Banksy is an anonymous street artist that is well known for his works of graffiti. He did made a 9/11 tribute on Staple Street, which is in Manhattan's Tribeca. It depicts the Twin Towers with a flower emerging from a crack in the center of a tower. Some see the flower as the explosion from when the American Airlines Flight 11 crashed into the North Tower. Others see the flower as a symbol of resilience and strength. Then there are those who see the flower as just an overused cliché. What do you see?
These are only 3 paintings of the almost 3000 painting installation by Manju Shandler that were created to pay homage to each person that was lost in 9/11. This installation shows the sheer size of the tragedy and its massive influence and effects on society.
"On September 11, 2001 I was walking my dog when I heard that a plane had hit the towers about a mile from my home. When I returned to my studio a few days later, I put aside what I had been working on and started obsessively drawing the events of September 11th on small scraps of paper. I needed to respond to the horror." - Manju Shandler
If you would like, you can see the entire memorial installation and individual paintings on her website.
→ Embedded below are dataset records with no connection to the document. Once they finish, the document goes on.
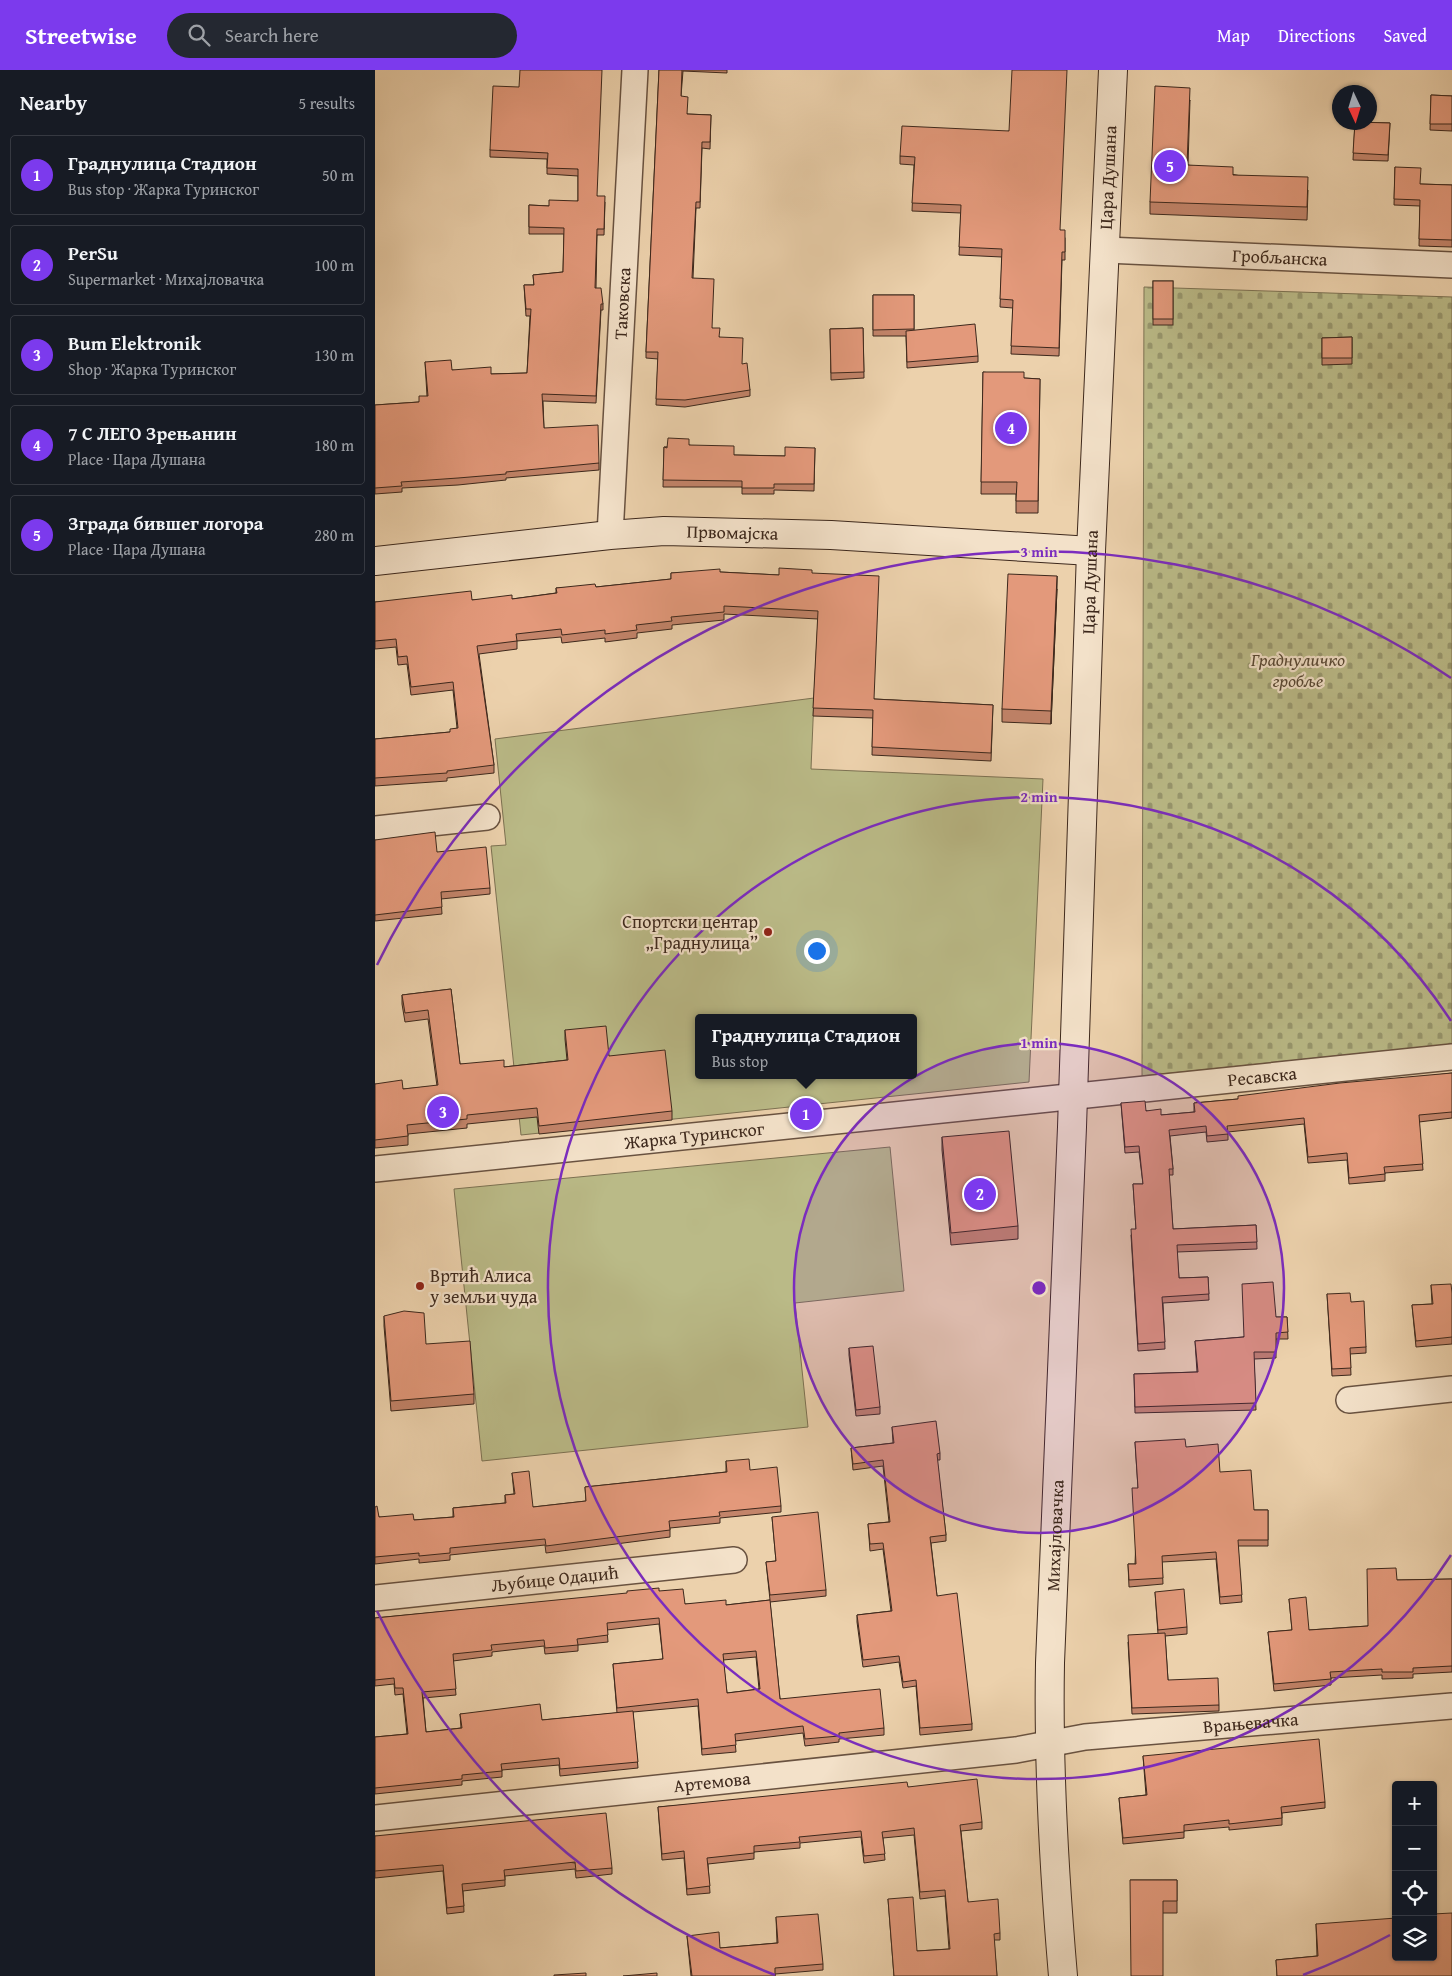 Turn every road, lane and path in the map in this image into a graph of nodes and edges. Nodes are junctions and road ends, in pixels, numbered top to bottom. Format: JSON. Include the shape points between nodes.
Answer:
{"nodes":[{"id":1,"x":635,"y":70,"type":"edge"},
{"id":2,"x":1113,"y":70,"type":"edge"},
{"id":3,"x":1107,"y":250,"type":"junction"},
{"id":4,"x":1452,"y":265,"type":"edge"},
{"id":5,"x":610,"y":535,"type":"junction"},
{"id":6,"x":1091,"y":552,"type":"junction"},
{"id":7,"x":375,"y":562,"type":"edge"},
{"id":8,"x":487,"y":817,"type":"dead end"},
{"id":9,"x":375,"y":829,"type":"edge"},
{"id":10,"x":1452,"y":1058,"type":"edge"},
{"id":11,"x":1073,"y":1095,"type":"junction"},
{"id":12,"x":375,"y":1169,"type":"edge"},
{"id":13,"x":1452,"y":1389,"type":"edge"},
{"id":14,"x":1349,"y":1400,"type":"dead end"},
{"id":15,"x":735,"y":1560,"type":"dead end"},
{"id":16,"x":375,"y":1598,"type":"edge"},
{"id":17,"x":1452,"y":1706,"type":"edge"},
{"id":18,"x":1049,"y":1743,"type":"junction"},
{"id":19,"x":375,"y":1818,"type":"edge"},
{"id":20,"x":1063,"y":1976,"type":"edge"}],
"edges":[{"from":1,"to":5,"type":"street","name":"Таковска"},
{"from":2,"to":3,"type":"street","name":"Цара Душана"},
{"from":3,"to":4,"type":"street","name":"Гробљанска"},
{"from":3,"to":6,"type":"street","name":"Цара Душана"},
{"from":5,"to":6,"type":"street","name":"Првомајска","via":[[664,531],[831,535]]},
{"from":5,"to":7,"type":"street","name":"Првомајска"},
{"from":6,"to":11,"type":"street","name":"Цара Душана"},
{"from":8,"to":9,"type":"street"},
{"from":10,"to":11,"type":"street","name":"Ресавска"},
{"from":11,"to":12,"type":"street","name":"Жарка Туринског"},
{"from":11,"to":18,"type":"street","name":"Михајловачка"},
{"from":13,"to":14,"type":"street"},
{"from":15,"to":16,"type":"street","name":"Љубице Одаџић"},
{"from":17,"to":18,"type":"street","name":"Врањевачка","via":[[1085,1737]]},
{"from":18,"to":19,"type":"street","name":"Артемова","via":[[1006,1751]]},
{"from":18,"to":20,"type":"street","name":"Михајловачка","via":[[1052,1838]]}]}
Here is one painting of a series of paintings titled "9/11 Elegies". Days after the 9/11 attacks, Weiss biked to Ground Zero to see the destruction of New York City, his lifelong home. Devastated by the ruins, Weiss collected ash from the site and incorporated it into his art. His paintings convey the collapse of the towers, and the void that their absence created.
On a massive seven story wall, the Brazilian street artist, Eduardo Kobra, painted a mural to honor the firefighters and first responders who risked their lives on 9/11. The mural is inspired by a famous photograph, but Kobra re-interpreted it with bright, vivid colors and additional details. When asked about the composition of the piece, Kobra said, "On the helmet, I wrote the numbers 343. This is a reference to the number of firefighters killed that day. There is also a representation of the Twin Towers, and the flag of the United States. The stars represent all the lives that were lost in the tragedy—which left nearly 3,000 dead. Lastly, the colors have one goal: To pass on a message of life, of a restart, of reconstruction". This touching mural can be found on 780 Third Avenue in MidTown New York.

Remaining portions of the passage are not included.